Statistical significance is important in getting accurate results on tests, but you do not have to be a statistician or even that well versed in statistics to take advantage of it in your landing page testing or SEM campaigns. In Google AdWords and Bing Ads, the engines will try to get you to setup your campaign to optimize on your ad rotation automatically, but this can lead to performance issues in an account.
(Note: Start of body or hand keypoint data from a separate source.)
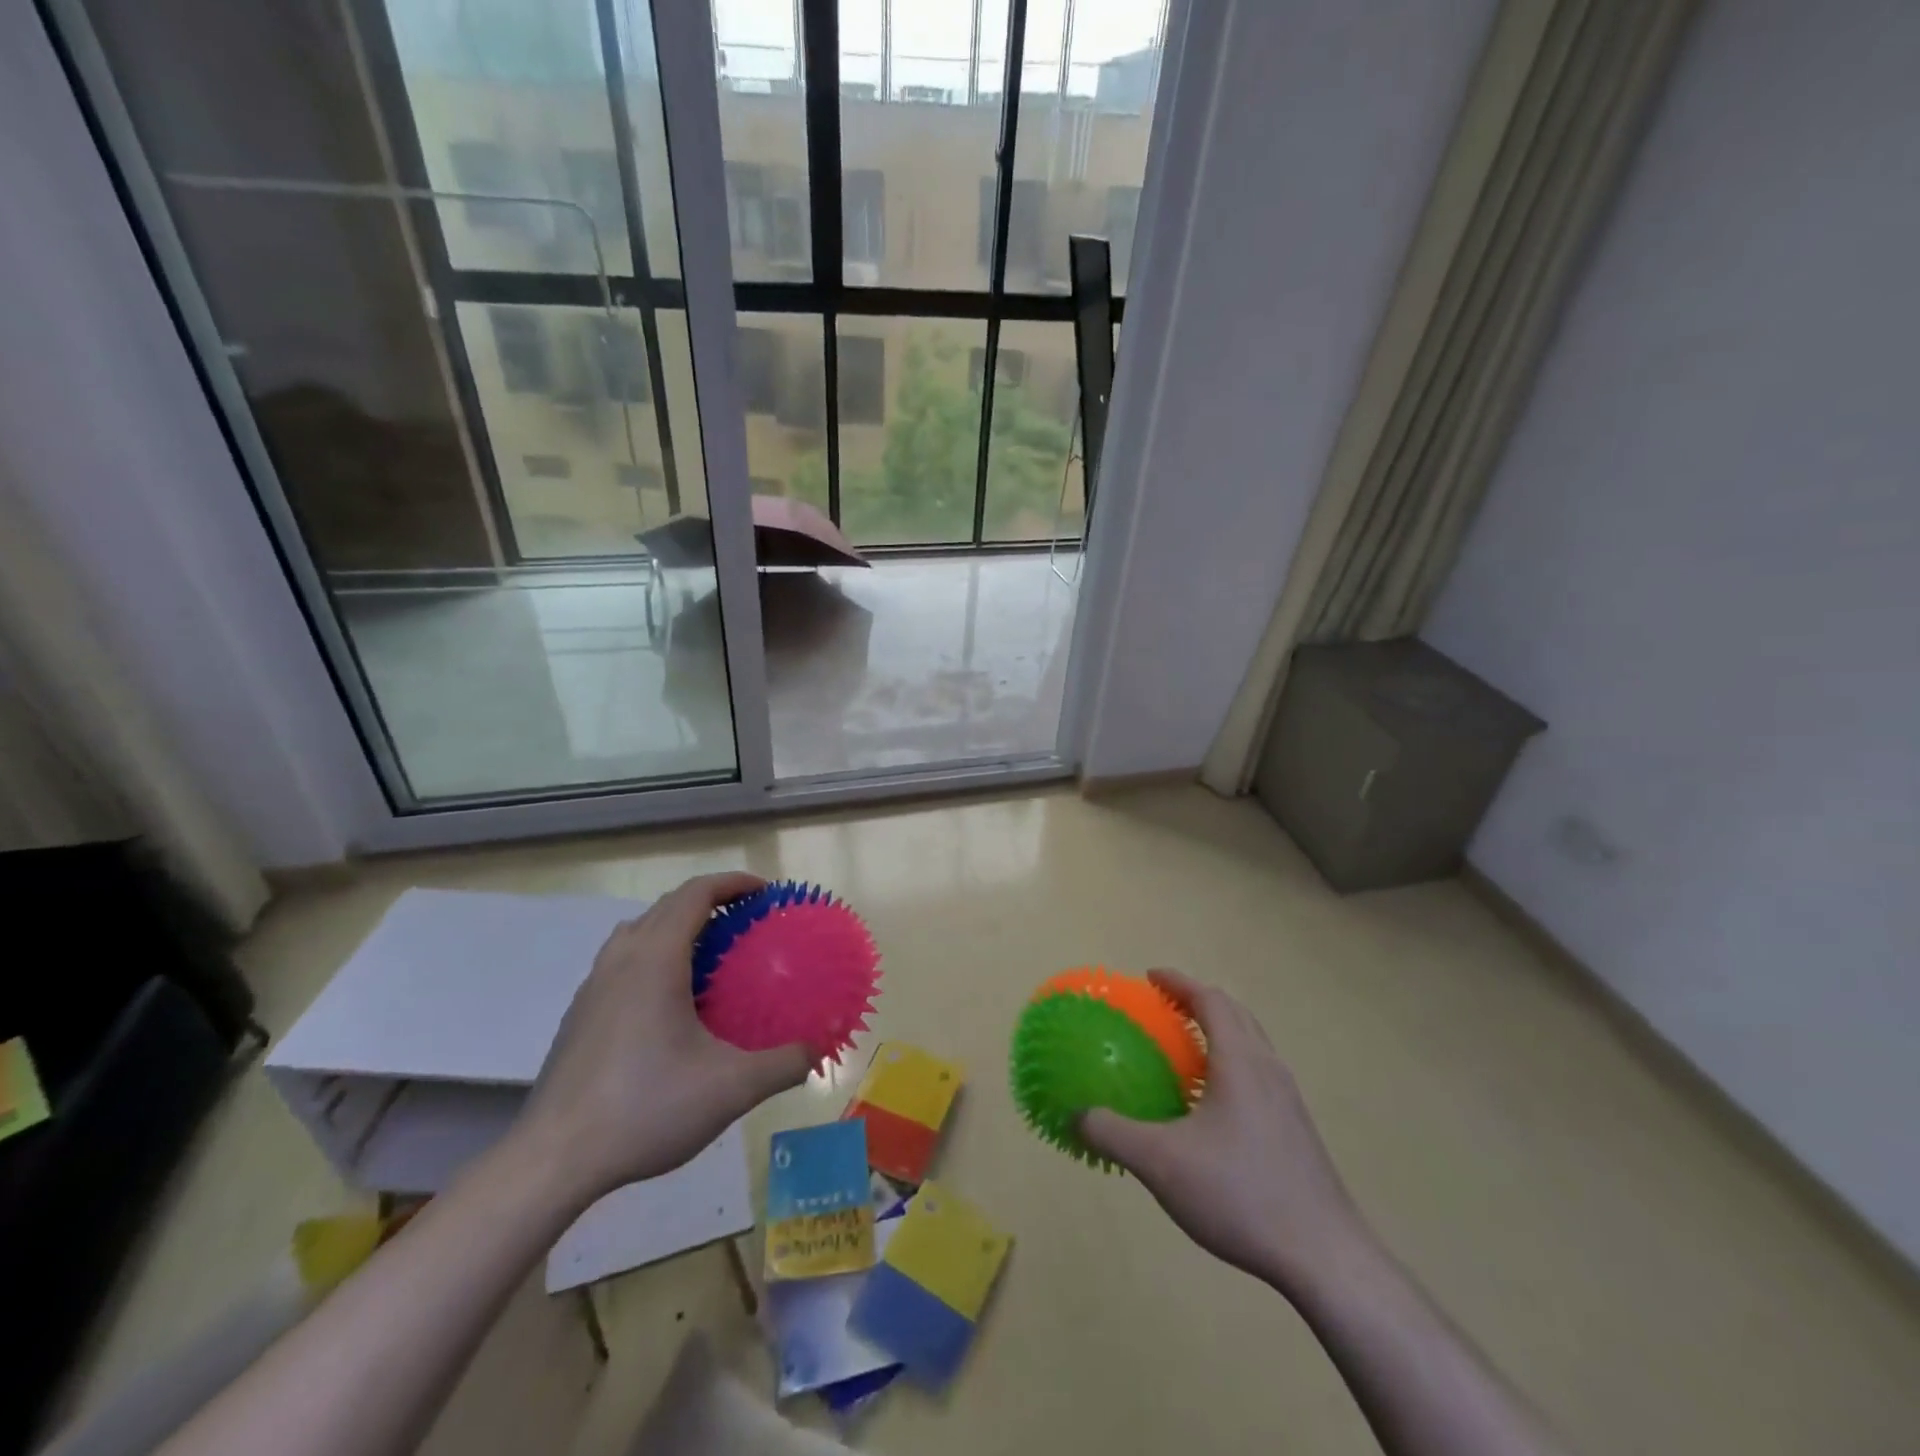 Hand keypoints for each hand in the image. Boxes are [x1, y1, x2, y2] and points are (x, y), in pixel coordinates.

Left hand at [513, 872, 810, 1207]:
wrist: (553, 1160)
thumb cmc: (645, 1108)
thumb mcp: (730, 1088)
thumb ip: (782, 1065)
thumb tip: (816, 1051)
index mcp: (656, 959)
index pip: (696, 893)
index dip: (734, 883)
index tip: (767, 893)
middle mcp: (621, 959)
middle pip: (668, 906)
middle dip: (711, 902)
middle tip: (748, 924)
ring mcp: (594, 986)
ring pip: (639, 932)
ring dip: (678, 928)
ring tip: (711, 957)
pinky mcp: (580, 1014)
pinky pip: (623, 962)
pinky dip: (654, 958)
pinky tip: (670, 1005)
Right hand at [1080, 970, 1369, 1296]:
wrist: (1326, 1258)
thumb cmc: (1240, 1193)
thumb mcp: (1161, 1163)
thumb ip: (1113, 1133)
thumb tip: (1076, 1114)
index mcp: (1240, 1061)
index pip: (1210, 999)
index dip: (1178, 981)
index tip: (1150, 976)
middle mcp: (1268, 1069)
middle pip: (1235, 1014)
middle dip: (1199, 1001)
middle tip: (1164, 1007)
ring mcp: (1289, 1101)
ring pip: (1252, 1045)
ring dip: (1218, 1032)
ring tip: (1184, 1052)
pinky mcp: (1297, 1131)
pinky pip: (1259, 1075)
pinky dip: (1231, 1065)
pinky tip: (1211, 1107) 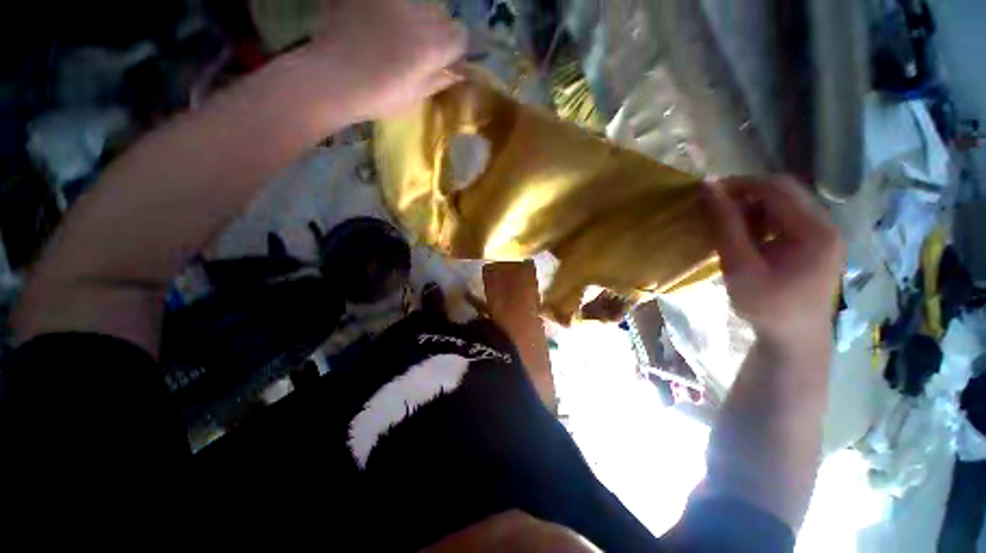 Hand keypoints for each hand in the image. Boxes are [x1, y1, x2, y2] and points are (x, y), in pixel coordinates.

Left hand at [300, 0, 467, 121]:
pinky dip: (396, 11)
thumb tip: (458, 71)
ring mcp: (393, 0)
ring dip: (418, 19)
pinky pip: (398, 2)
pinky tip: (383, 27)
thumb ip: (440, 79)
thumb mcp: (416, 97)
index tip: (446, 61)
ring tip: (398, 37)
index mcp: (431, 47)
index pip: (460, 36)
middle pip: (442, 16)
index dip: (455, 50)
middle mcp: (417, 15)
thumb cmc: (377, 97)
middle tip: (421, 50)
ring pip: (421, 4)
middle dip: (438, 33)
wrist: (332, 78)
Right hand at [704, 176, 844, 345]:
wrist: (794, 339)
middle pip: (784, 192)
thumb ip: (725, 225)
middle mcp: (826, 225)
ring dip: (753, 206)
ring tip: (727, 221)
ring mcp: (824, 235)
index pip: (777, 188)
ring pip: (785, 204)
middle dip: (746, 193)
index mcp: (815, 230)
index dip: (740, 184)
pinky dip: (762, 219)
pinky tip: (746, 234)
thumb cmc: (766, 306)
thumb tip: (708, 188)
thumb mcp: (740, 266)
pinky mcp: (816, 244)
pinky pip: (787, 219)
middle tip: (714, 206)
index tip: (707, 192) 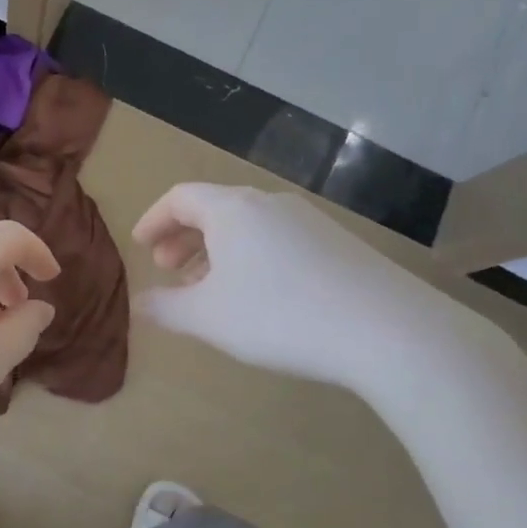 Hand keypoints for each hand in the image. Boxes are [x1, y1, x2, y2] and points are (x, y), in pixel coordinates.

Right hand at [133, 183, 498, 394]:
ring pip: (248, 226)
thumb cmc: (279, 316)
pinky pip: (278, 239)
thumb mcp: (208, 318)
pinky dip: (252, 258)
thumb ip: (166, 308)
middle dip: (184, 237)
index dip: (154, 219)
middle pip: (215, 208)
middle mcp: (270, 203)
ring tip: (209, 287)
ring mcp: (309, 220)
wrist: (387, 329)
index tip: (140, 245)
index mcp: (232, 210)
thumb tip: (139, 302)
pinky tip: (259, 295)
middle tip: (168, 268)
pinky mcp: (339, 243)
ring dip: (218, 250)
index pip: (180, 198) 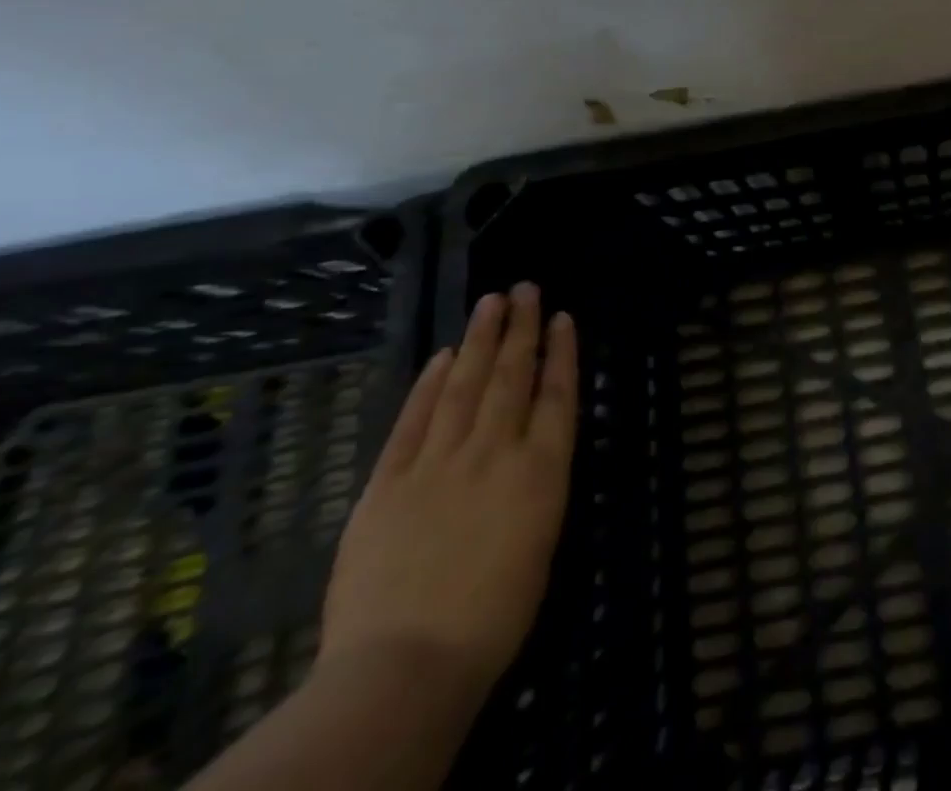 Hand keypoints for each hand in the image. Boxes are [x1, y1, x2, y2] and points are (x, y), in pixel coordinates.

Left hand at [321, 282, 577, 700]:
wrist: (407, 663)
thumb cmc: (494, 615)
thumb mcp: (541, 542)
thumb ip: (537, 486)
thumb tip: (533, 451)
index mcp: (541, 469)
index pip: (558, 394)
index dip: (561, 351)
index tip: (561, 316)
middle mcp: (496, 451)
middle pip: (511, 376)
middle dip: (520, 328)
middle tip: (524, 288)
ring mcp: (439, 462)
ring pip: (464, 385)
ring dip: (479, 340)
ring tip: (490, 302)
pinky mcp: (388, 483)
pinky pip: (413, 421)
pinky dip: (429, 385)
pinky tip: (441, 357) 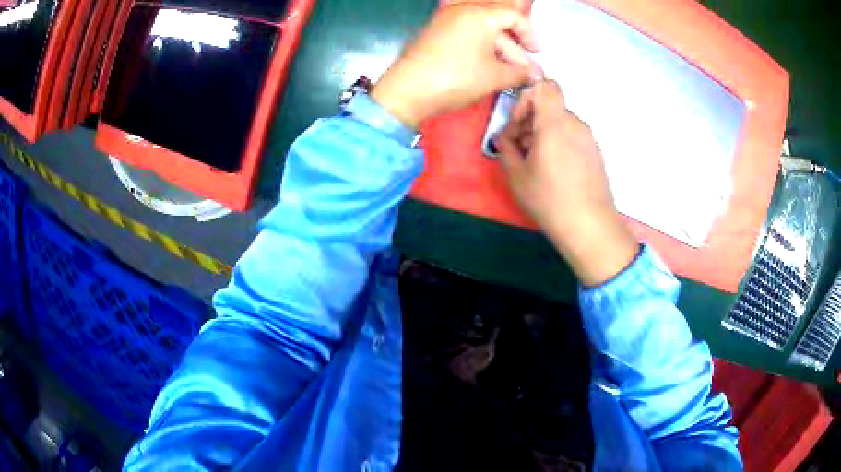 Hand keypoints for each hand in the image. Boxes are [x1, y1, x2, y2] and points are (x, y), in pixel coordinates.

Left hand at [371, 2, 541, 128]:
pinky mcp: (436, 34)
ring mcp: (446, 22)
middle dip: (515, 48)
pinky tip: (488, 69)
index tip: (537, 54)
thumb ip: (520, 73)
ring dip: (499, 52)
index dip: (530, 35)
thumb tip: (535, 75)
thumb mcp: (494, 76)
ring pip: (482, 32)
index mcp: (479, 15)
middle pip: (498, 24)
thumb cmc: (456, 78)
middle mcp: (462, 11)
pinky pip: (466, 36)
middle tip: (525, 71)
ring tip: (508, 75)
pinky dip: (481, 50)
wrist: (407, 91)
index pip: (514, 16)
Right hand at [495, 81, 638, 285]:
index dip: (527, 97)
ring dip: (542, 133)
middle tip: (517, 147)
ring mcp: (588, 138)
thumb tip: (504, 138)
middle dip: (529, 120)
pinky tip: (551, 169)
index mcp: (555, 123)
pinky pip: (571, 136)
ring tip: (533, 161)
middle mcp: (575, 124)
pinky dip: (557, 142)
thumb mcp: (516, 175)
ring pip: (560, 122)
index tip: (518, 122)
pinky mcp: (594, 153)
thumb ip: (505, 148)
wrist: (589, 226)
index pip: (545, 86)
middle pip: (549, 106)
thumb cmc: (549, 199) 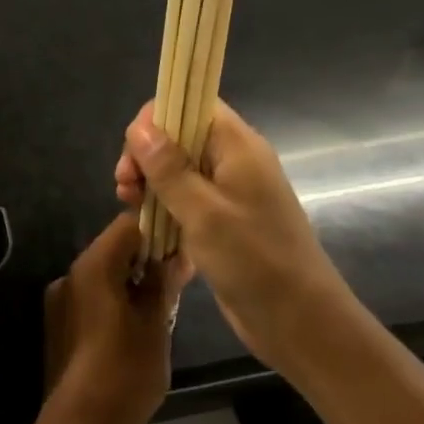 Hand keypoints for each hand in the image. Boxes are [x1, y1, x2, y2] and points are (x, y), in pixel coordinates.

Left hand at [41, 212, 188, 423]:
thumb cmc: (124, 373)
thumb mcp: (155, 325)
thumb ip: (162, 284)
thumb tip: (173, 256)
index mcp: (93, 267)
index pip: (127, 225)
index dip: (158, 229)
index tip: (184, 246)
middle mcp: (70, 275)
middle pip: (113, 248)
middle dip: (147, 257)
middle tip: (180, 279)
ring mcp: (60, 300)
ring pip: (103, 274)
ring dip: (132, 280)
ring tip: (163, 304)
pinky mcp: (59, 323)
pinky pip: (92, 297)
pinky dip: (115, 299)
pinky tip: (138, 325)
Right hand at [115, 99, 346, 371]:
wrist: (297, 319)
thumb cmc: (253, 260)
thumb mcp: (204, 212)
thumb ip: (169, 168)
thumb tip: (139, 126)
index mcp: (238, 147)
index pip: (192, 104)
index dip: (156, 119)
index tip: (133, 155)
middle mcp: (234, 162)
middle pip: (180, 136)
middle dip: (146, 155)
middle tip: (125, 188)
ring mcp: (228, 193)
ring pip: (179, 170)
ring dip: (150, 183)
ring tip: (130, 207)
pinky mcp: (223, 222)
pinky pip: (185, 199)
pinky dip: (163, 206)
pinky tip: (146, 225) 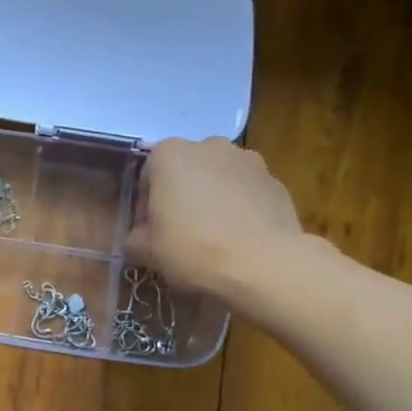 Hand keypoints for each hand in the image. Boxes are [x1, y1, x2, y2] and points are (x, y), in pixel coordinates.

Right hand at [126, 137, 305, 293]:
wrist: (262, 264)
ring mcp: (248, 160)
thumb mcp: (145, 251)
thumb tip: (139, 237)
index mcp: (169, 154)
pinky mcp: (276, 181)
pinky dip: (241, 209)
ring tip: (214, 236)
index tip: (150, 230)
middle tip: (180, 232)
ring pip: (219, 179)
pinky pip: (248, 193)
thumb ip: (134, 237)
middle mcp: (209, 145)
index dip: (146, 204)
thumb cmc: (192, 249)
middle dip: (181, 195)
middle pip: (186, 170)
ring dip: (212, 199)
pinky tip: (240, 239)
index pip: (148, 174) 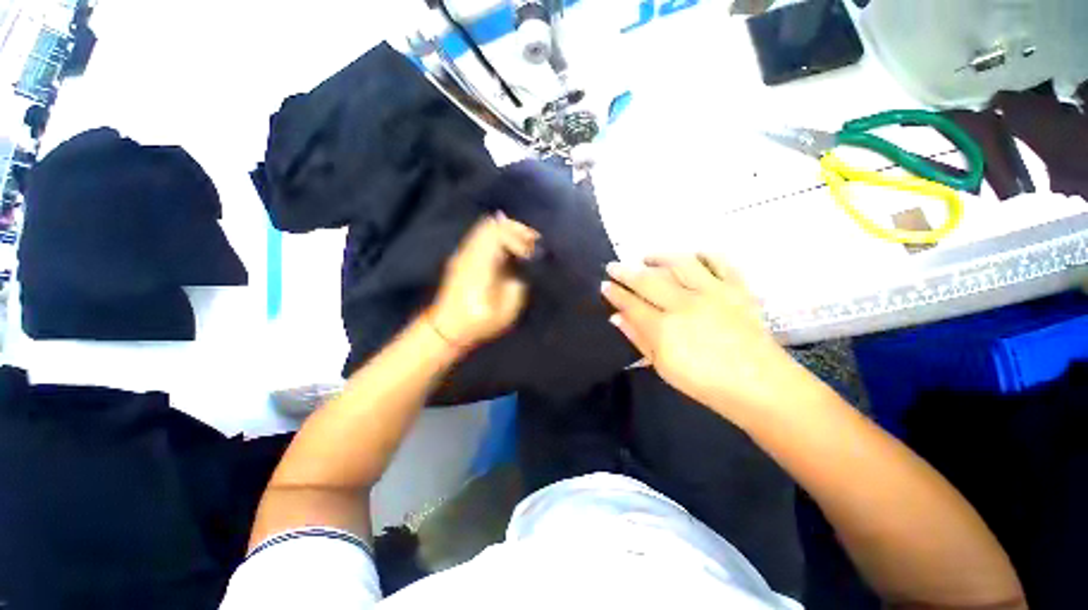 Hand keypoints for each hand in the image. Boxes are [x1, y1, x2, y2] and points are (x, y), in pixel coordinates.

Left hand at [427, 213, 538, 351]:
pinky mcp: (462, 258)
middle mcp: (469, 254)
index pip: (498, 234)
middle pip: (491, 225)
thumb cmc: (478, 323)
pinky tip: (509, 250)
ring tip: (524, 244)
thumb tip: (520, 268)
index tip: (532, 253)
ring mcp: (463, 254)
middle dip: (516, 229)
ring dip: (507, 231)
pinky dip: (498, 237)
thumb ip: (517, 285)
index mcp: (479, 266)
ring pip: (484, 228)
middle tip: (534, 241)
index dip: (519, 237)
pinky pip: (481, 237)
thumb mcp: (506, 311)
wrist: (447, 328)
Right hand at [602, 255, 817, 421]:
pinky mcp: (737, 289)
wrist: (760, 386)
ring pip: (680, 264)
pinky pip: (720, 262)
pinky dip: (704, 255)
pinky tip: (692, 256)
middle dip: (625, 272)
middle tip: (613, 266)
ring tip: (646, 257)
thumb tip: (616, 317)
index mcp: (665, 328)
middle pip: (648, 280)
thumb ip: (638, 339)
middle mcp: (685, 304)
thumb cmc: (706, 383)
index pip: (631, 304)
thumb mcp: (664, 367)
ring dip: (659, 257)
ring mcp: (713, 293)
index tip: (604, 284)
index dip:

Why do Google and Bing do this?
Google and Bing are trying to make money by getting people to click on ads, so they automate the serving for you to generate those clicks. Bing Ads has an optimize for clicks setting and a rotate evenly setting for ad rotation, and Google has those plus it has a rotate for 90 days then optimize for clicks and an optimize for conversions setting. The problem with these “optimize” settings is that they do not run a statistically significant test before biasing the results to 1 of the ads in the ad group, and they are only looking at 1 key performance indicator (KPI) such as click-through-rate (CTR) or conversion rate. Beyond this, the engines do not wait for statistical significance before they start biasing the ad serving.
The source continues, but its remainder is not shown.